Kian Schulman routinely prowls the perimeters of shopping centers in search of broken bait boxes near trash bins filled with food waste. At her urging, Pepperdine University phased out the use of all rodenticides on its Malibu campus. It uses live traps and will consider installing raptor perches to encourage natural rodent control, said Rhiannon Bailard, with the school’s Center for Sustainability, Governmental and Regulatory Affairs.
The California Coastal Commission this month approved new planning guidelines for the Santa Monica Mountains that include a call for stopping the use of rodenticides. The plan also immediately bans in unincorporated areas the use of anticoagulant poisons that are the most harmful to bobcats, coyotes and mountain lions.
The most sweeping action to date was taken in March, when the state Department of Pesticide Regulation signaled plans to halt retail sales of second-generation anticoagulant rodenticides to consumers. Under the rules, slated to take effect July 1, only licensed specialists could purchase and use them.
Reckitt Benckiser Group, which makes d-CON, is seeking a preliminary injunction against the rules. The company said the “new regulation will unnecessarily put Californians at an increased public health risk from rodent infestation and place a greater financial burden on families and individuals who cannot afford professional pest control services.”
Second-generation rodenticides are dangerous even when animals ingest them in sublethal doses. The anticoagulant makes them lethargic, wildlife experts say, so they are more likely to die from exposure or be hit by cars.

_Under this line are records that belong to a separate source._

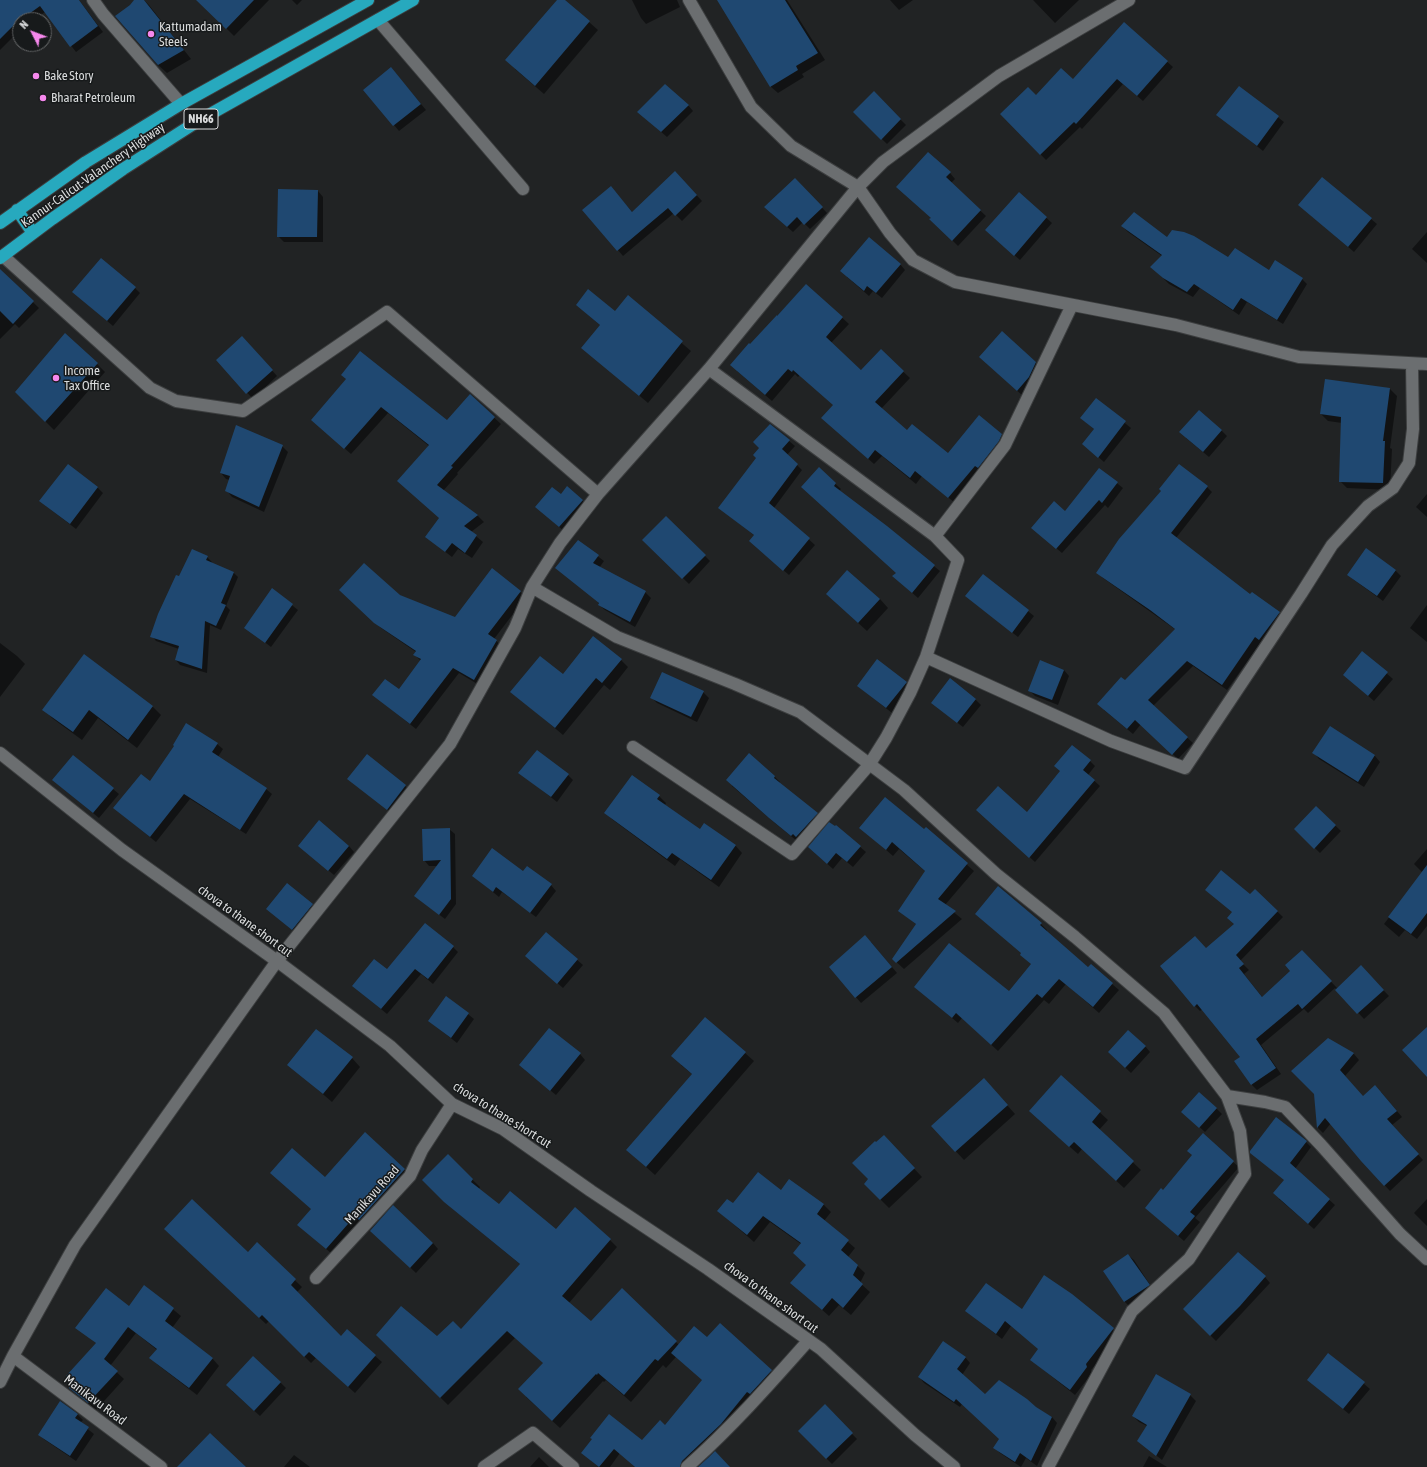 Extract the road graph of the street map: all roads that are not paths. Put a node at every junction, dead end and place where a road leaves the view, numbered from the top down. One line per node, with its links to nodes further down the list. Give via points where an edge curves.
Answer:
1 (93, 0): 7 (street)
2 (368, 0): 7 (highway, Kannur-Calicut-Valanchery Highway / NH66)
3 (413, 0): 6 (highway, Kannur-Calicut-Valanchery Highway / NH66)
4 (689, 0): 8 (street, via 750,107 791,146)
5 (1129, 0): 8 (street, via 999,76 883,162)
6 (378, 20): 9 (street); 12 (highway, Kannur-Calicut-Valanchery Highway / NH66, via 198,121 123,169)
7 (181, 104): 10 (highway, Kannur-Calicut-Valanchery Highway / NH66, via 86,162)
8 (858, 187): 14 (street, via 890,233 913,260 955,282); 17 (street)
9 (523, 189)
10 (17, 210): 11 (highway, Kannur-Calicut-Valanchery Highway / NH66); 12 (highway)
11 (0, 223)
12 (33, 233): 13 (highway, Kannur-Calicut-Valanchery Highway / NH66)
13 (1, 257): 18 (street, via 150,388 176,401 243,411 387,312)
14 (1072, 305): 15 (street, via 1176,325 1299,357); 19 (street, via 1005,445)
15 (1412, 364): 16 (street); 21 (street, via 1413,429 1409,463 1393,488 1368,506 1332,545 1185,768 1112,741)
16 (1427, 364)
17 (709, 369): 18 (street); 19 (street)
18 (598, 494): 20 (street, via 560,543)
19 (935, 536): 21 (street, via 958,560)
20 (532, 587): 24 (street, via 617,637 800,712); 25 (street, via 515,628 450,744)
21 (926, 657): 24 (street, via 910,693)
22 (633, 747): 24 (street, via 792,854)
23 (0, 753): 25 (street, chova to thane short cut, via 122,850)
24 (869, 765): 26 (street, via 904,790 996,874 1164,1013)
25 (277, 961): 27 (street, chova to thane short cut, via 390,1046); 31 (street, via 75,1245)
26 (1227, 1096): 28 (street, via 1285,1108 1400,1234); 38 (street, via 1240,1131 1245,1174 1189,1259 1132,1311)
27 (452, 1104): 29 (street, Manikavu Road, via 422,1150 410,1176); 30 (street, chova to thane short cut, via 502,1129 708,1269)
28 (1427, 1259)
29 (316, 1278)
30 (808, 1341): 36 (street, via 739,1418); 37 (street, chova to thane short cut, via 821,1349)
31 (13, 1356): 32 (street); 33 (street, Manikavu Road)
32 (0, 1382)
33 (161, 1467)
34 (484, 1467): 35 (street, via 533,1433)
35 (573, 1467)
36 (688, 1467)
37 (954, 1467)
38 (1048, 1467)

The activism and regulation have centered around second-generation poisons, but older first-generation poisons also remain of concern. Those poisons were commonly used decades ago until many rodents developed an immunity. But first-generation poison can still be harmful to wildlife.
Mange is caused by a microscopic mite that burrows into the skin and causes itchiness and skin lesions. The afflicted animal loses fluids and nutrients through the skin. Complications including infection, starvation and hypothermia eventually lead to death.
The connection between exposure to anticoagulant rodenticide and mange is not fully understood, said Seth Riley, a wildlife ecologist with the Santa Monica Mountains National Recreation Area.
Mange in wild cats is rare. A decade ago, researchers documented two mountain lion deaths in the Simi Hills that they blamed on poisoning by anticoagulant rodenticides. Both had mange.
Scientists said P-22’s condition does not appear to pose a safety threat to human beings. He continues to spend most of his time in the park’s most remote areas, said Jeff Sikich, a National Park Service biologist who has tracked P-22’s activity. Shortly before he was recaptured, P-22 had killed an adult buck.
Not long ago, however, he was caught on video padding through a Hollywood Hills neighborhood. Sikich said such behavior is typical of younger male mountain lions testing their boundaries.
As for P-22’s future, “the worst outcome would be that the treatment might not work and he could continue to get sicker with the mange and eventually die from it,” Riley said. The cougar could also die directly from the anticoagulant poisoning.
And if those don’t get him? At age 4 1/2 or so, P-22 will sooner or later want to mate, and that will mean venturing out of the park.
“He’ll have a dangerous time trying to cross roads or freeways or might end up in someone’s garage or backyard,” Riley said. “Fortunately, knock on wood, he’s never behaved aggressively toward people at all. (But) you just never know in those situations.”